### The data
*** Begin section ***

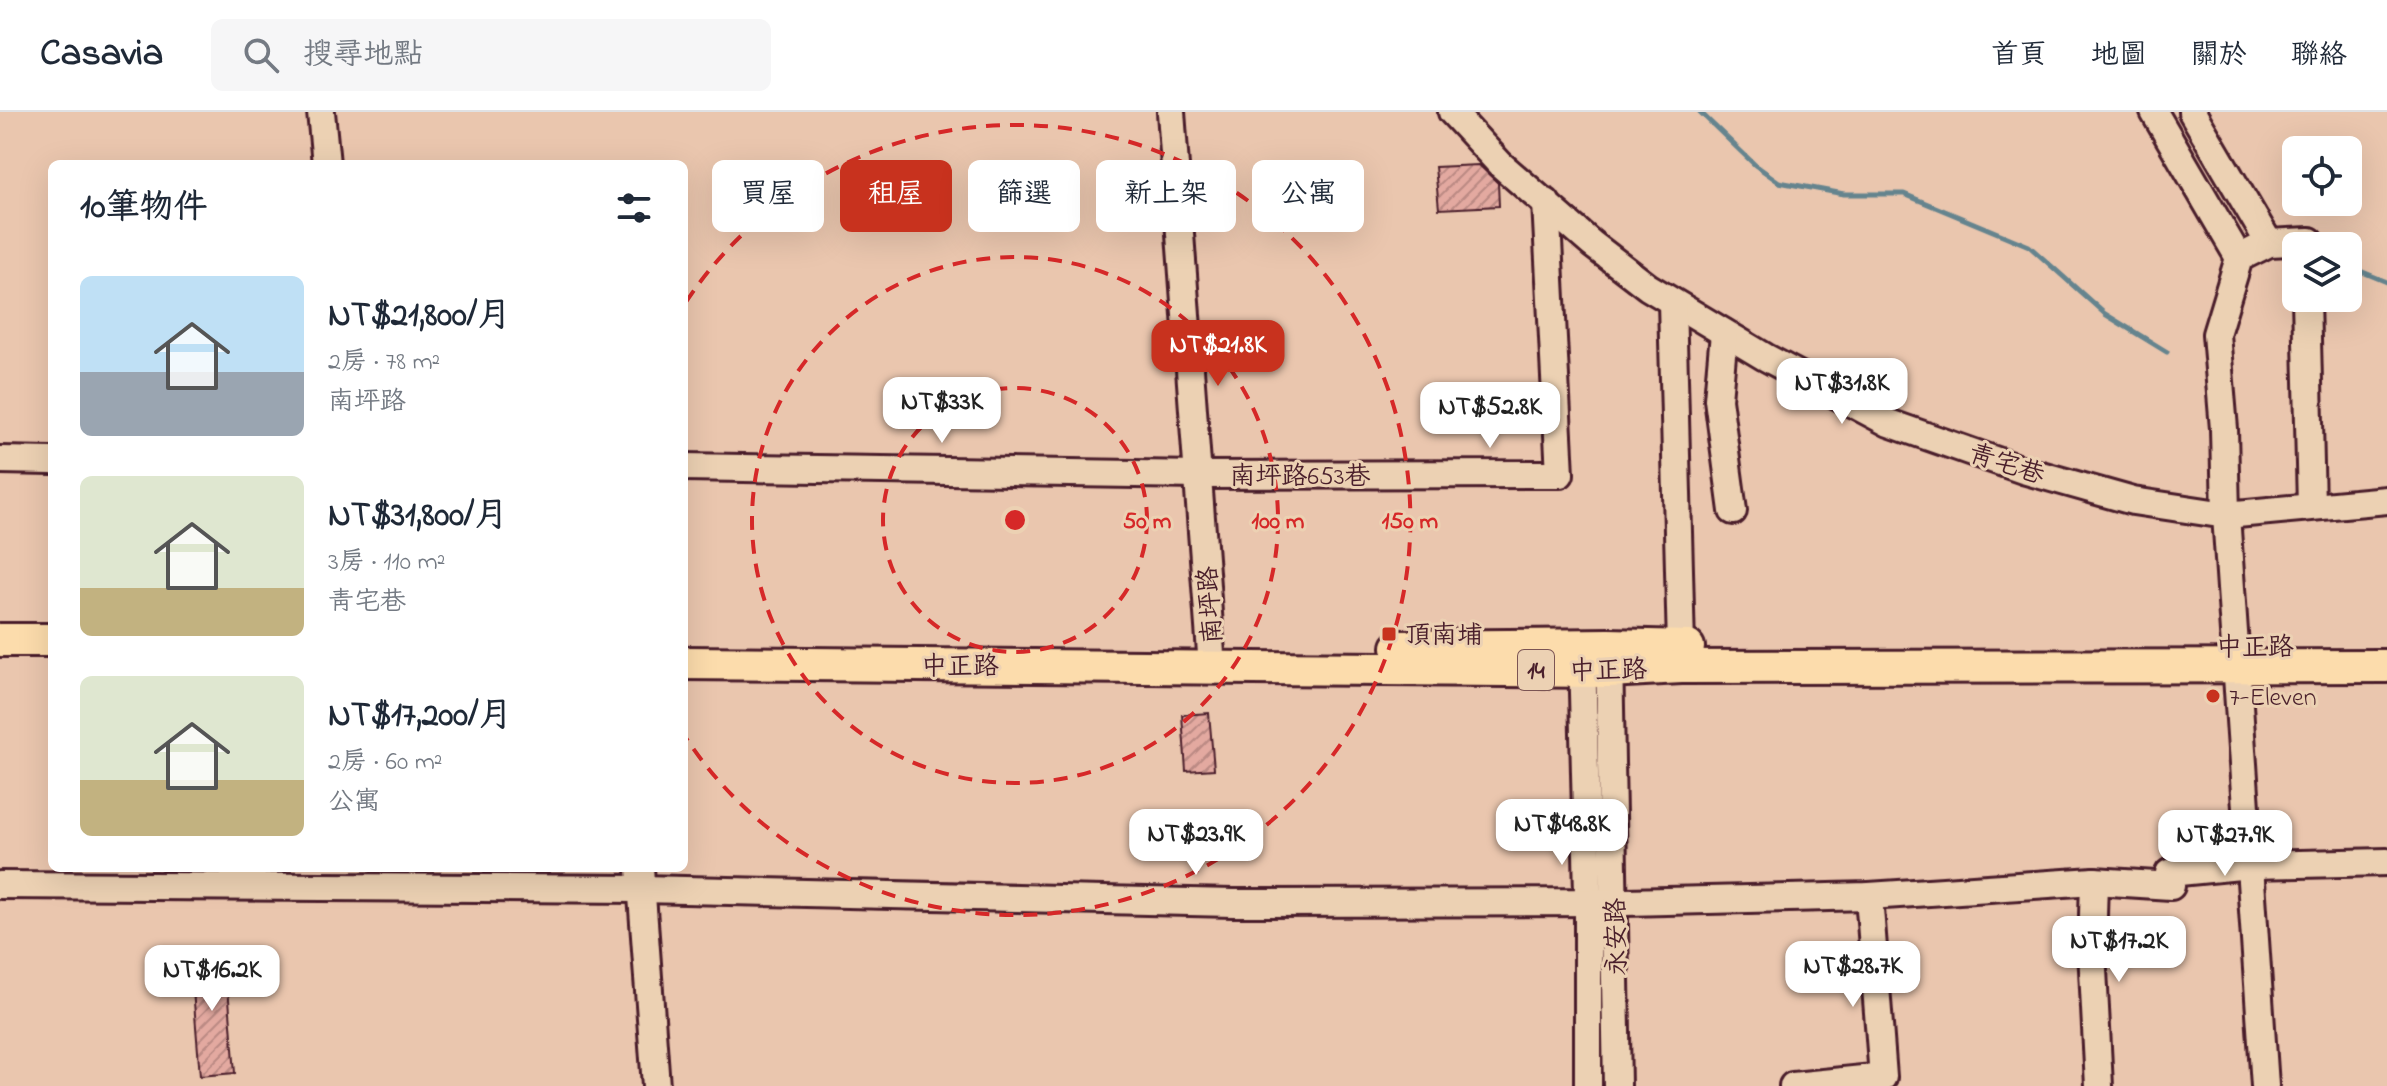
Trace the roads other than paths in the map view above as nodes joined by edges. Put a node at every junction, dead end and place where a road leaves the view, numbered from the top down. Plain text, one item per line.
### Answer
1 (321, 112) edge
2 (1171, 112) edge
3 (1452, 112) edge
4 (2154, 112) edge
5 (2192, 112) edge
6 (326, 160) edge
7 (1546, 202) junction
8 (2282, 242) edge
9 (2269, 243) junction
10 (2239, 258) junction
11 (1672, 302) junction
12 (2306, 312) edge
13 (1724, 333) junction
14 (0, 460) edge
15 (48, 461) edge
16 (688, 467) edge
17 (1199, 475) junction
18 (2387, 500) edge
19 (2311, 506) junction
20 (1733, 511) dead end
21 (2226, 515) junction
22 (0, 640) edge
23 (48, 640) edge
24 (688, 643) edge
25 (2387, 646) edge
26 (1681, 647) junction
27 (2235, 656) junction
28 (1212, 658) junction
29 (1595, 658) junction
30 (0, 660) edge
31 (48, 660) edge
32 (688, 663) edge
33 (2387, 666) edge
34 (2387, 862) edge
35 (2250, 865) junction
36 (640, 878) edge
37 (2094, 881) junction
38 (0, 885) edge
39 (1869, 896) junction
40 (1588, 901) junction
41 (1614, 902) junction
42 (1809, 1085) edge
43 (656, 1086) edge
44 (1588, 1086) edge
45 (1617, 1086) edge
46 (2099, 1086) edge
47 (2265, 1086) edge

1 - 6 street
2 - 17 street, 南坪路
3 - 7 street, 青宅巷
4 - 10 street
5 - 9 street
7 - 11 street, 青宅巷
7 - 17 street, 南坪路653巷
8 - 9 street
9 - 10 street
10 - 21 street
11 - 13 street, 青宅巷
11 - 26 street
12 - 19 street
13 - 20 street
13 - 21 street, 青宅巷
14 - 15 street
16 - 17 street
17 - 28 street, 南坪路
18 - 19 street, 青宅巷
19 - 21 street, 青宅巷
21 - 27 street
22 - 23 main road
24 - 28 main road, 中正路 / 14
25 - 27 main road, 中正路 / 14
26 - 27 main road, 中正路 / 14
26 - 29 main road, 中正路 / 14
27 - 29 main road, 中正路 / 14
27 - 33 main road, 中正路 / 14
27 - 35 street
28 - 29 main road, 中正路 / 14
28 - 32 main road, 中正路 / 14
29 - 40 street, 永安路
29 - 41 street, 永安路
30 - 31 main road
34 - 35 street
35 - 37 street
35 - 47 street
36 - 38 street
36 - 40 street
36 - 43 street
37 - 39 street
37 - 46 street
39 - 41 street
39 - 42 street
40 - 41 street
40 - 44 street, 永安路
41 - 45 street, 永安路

*** End section ***

### Task description
Leave the pictures out, then print every entry exactly as it reads.

### Task solution
Trace the roads other than paths in the map view above as nodes joined by edges. Put a node at every junction, dead end and place where a road leaves the view, numbered from the top down. Plain text, one item per line.
### Answer
1 (321, 112) edge
2 (1171, 112) edge
3 (1452, 112) edge
4 (2154, 112) edge
5 (2192, 112) edge
6 (326, 160) edge
7 (1546, 202) junction
8 (2282, 242) edge
9 (2269, 243) junction
10 (2239, 258) junction
11 (1672, 302) junction
12 (2306, 312) edge
13 (1724, 333) junction
14 (0, 460) edge
15 (48, 461) edge
16 (688, 467) edge
17 (1199, 475) junction
18 (2387, 500) edge
19 (2311, 506) junction
20 (1733, 511) dead end
21 (2226, 515) junction
22 (0, 640) edge
23 (48, 640) edge
24 (688, 643) edge
25 (2387, 646) edge
26 (1681, 647) junction
27 (2235, 656) junction
28 (1212, 658) junction
29 (1595, 658) junction
30 (0, 660) edge
31 (48, 660) edge
32 (688, 663) edge
33 (2387, 666) edge
34 (2387, 862) edge
35 (2250, 865) junction
36 (640, 878) edge
37 (2094, 881) junction
38 (0, 885) edge
39 (1869, 896) junction
40 (1588, 901) junction
41 (1614, 902) junction
42 (1809, 1085) edge
43 (656, 1086) edge
44 (1588, 1086) edge
45 (1617, 1086) edge
46 (2099, 1086) edge
47 (2265, 1086) edge

1 - 6 street
2 - 17 street, 南坪路
3 - 7 street, 青宅巷
4 - 10 street
5 - 9 street
7 - 11 street, 青宅巷
7 - 17 street, 南坪路653巷
8 - 9 street
9 - 10 street
10 - 21 street
11 - 13 street, 青宅巷
11 - 26 street
12 - 19 street
13 - 20 street
13 - 21 street, 青宅巷
14 - 15 street
16 - 17 street
17 - 28 street, 南坪路
18 - 19 street, 青宅巷
19 - 21 street, 青宅巷
21 - 27 street
22 - 23 main road
24 - 28 main road, 中正路 / 14
25 - 27 main road, 中正路 / 14
26 - 27 main road, 中正路 / 14
26 - 29 main road, 中正路 / 14
27 - 29 main road, 中正路 / 14
27 - 33 main road, 中正路 / 14
27 - 35 street
28 - 29 main road, 中正路 / 14
28 - 32 main road, 中正路 / 14
29 - 40 street, 永安路
29 - 41 street, 永安路
30 - 31 main road
34 - 35 street
35 - 37 street
35 - 47 street
36 - 38 street
36 - 40 street
36 - 43 street
37 - 39 street
37 - 46 street
39 - 41 street
39 - 42 street
40 - 41 street
40 - 44 street, 永安路
41 - 45 street, 永安路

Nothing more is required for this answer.